▸ Exercise: Search the records for the string "dead" and report how many lines contain it, with nothing else.

▸ Materials provided:
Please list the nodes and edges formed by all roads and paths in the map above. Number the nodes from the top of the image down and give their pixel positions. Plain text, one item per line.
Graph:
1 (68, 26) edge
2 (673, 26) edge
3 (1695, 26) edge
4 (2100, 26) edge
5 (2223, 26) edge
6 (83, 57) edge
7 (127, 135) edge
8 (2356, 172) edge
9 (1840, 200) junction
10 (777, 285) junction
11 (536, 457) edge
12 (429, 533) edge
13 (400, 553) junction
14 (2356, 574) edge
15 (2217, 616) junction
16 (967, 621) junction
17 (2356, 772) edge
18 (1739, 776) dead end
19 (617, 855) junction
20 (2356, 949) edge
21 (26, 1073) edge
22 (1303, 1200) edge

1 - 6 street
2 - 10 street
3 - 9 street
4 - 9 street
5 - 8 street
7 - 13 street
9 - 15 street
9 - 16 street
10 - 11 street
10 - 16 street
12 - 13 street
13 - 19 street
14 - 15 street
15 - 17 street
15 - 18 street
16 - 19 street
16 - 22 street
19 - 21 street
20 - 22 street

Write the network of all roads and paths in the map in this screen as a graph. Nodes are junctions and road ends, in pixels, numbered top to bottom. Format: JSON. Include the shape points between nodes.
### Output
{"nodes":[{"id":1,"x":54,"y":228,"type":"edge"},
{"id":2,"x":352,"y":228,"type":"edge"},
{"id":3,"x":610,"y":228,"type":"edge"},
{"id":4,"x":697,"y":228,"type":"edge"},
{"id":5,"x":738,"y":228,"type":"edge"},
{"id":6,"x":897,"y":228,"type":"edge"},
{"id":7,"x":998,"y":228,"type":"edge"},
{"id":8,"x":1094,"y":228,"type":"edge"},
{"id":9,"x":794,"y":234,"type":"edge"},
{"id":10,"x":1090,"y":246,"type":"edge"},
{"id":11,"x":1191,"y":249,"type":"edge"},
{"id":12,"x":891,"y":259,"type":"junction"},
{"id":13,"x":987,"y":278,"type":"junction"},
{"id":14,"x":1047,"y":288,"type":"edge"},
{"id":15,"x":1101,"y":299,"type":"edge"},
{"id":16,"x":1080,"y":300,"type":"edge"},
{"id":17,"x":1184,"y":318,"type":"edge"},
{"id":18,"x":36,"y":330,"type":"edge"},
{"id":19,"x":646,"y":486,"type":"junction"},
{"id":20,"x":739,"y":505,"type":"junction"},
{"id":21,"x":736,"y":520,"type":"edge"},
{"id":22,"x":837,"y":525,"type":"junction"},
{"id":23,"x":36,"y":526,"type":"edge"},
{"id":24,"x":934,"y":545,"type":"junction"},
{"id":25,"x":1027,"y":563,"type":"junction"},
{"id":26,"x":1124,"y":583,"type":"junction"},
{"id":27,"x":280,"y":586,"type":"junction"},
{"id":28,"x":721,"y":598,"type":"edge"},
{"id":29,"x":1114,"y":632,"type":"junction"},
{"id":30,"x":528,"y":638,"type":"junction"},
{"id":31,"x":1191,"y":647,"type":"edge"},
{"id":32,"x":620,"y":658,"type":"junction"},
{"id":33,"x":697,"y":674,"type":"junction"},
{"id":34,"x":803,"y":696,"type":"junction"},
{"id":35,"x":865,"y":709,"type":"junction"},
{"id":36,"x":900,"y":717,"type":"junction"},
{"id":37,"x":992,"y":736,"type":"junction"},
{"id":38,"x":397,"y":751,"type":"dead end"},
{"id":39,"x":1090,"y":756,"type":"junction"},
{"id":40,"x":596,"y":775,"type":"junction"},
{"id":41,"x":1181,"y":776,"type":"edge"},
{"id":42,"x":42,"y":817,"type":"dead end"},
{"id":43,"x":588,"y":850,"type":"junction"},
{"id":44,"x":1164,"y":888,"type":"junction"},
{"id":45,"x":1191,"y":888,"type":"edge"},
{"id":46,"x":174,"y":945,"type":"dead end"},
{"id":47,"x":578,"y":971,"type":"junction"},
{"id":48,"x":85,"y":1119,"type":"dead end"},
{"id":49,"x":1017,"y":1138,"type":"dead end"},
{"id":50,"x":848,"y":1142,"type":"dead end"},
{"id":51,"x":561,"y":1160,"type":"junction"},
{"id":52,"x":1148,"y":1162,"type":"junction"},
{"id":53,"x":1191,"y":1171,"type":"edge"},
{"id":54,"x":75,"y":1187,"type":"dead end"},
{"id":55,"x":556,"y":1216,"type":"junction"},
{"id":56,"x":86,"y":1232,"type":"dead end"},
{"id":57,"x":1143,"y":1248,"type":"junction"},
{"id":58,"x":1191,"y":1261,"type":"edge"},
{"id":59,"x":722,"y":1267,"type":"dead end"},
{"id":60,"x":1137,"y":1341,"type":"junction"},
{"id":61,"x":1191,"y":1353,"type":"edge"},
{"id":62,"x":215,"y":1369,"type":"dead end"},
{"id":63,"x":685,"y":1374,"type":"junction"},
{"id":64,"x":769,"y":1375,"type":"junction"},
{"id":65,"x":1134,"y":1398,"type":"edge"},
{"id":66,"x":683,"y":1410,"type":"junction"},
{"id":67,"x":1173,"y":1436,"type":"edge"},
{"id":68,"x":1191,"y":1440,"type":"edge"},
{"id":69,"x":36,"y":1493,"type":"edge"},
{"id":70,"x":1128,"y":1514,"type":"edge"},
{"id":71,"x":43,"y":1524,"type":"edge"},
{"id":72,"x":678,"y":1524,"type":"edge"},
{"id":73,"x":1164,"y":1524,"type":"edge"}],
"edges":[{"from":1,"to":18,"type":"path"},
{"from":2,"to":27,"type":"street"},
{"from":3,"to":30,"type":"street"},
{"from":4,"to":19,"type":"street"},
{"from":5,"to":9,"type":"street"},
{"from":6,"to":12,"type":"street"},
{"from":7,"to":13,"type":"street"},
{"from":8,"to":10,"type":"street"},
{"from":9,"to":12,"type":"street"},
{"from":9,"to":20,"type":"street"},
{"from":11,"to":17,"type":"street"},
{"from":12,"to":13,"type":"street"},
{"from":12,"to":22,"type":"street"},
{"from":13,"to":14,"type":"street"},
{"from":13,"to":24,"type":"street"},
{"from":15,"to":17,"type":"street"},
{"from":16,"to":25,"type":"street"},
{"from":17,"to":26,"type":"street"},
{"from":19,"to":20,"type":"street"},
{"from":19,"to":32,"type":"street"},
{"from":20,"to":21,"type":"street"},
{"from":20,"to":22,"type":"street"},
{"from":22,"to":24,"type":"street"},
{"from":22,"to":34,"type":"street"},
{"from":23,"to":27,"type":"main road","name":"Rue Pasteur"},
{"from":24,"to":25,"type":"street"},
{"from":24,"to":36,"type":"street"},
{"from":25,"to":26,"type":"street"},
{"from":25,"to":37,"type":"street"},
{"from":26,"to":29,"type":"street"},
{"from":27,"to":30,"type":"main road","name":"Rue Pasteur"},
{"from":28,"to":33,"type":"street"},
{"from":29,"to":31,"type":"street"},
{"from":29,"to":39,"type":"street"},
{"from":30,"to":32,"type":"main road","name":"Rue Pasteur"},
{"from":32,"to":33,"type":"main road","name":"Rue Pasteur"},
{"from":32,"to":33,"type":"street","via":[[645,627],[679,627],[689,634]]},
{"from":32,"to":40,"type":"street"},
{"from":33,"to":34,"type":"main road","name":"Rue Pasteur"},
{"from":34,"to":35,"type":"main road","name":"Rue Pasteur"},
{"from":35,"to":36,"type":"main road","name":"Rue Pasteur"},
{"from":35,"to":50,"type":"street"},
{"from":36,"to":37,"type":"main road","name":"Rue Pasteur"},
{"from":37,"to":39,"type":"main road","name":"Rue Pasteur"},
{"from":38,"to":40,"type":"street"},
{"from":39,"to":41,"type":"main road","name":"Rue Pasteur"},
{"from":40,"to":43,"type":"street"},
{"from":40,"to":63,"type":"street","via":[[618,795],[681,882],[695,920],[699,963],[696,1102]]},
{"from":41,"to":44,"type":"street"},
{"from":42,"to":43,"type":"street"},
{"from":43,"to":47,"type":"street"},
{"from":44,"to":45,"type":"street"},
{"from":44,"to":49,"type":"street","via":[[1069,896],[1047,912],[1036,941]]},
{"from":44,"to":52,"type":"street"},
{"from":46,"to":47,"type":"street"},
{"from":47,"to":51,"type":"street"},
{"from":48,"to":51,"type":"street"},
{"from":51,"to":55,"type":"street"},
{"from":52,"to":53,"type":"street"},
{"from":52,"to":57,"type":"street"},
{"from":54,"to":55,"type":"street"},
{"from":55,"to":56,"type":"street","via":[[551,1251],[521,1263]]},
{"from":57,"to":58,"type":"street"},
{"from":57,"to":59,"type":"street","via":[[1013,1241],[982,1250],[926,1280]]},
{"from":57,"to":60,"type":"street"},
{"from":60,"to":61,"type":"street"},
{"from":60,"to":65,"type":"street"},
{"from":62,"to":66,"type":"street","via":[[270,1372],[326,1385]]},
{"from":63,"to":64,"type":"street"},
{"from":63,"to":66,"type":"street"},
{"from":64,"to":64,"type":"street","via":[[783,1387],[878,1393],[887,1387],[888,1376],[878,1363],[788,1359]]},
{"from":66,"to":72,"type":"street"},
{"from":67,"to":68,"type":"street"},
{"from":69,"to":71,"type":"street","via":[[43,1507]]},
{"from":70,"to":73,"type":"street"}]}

▸ Output for this task: 11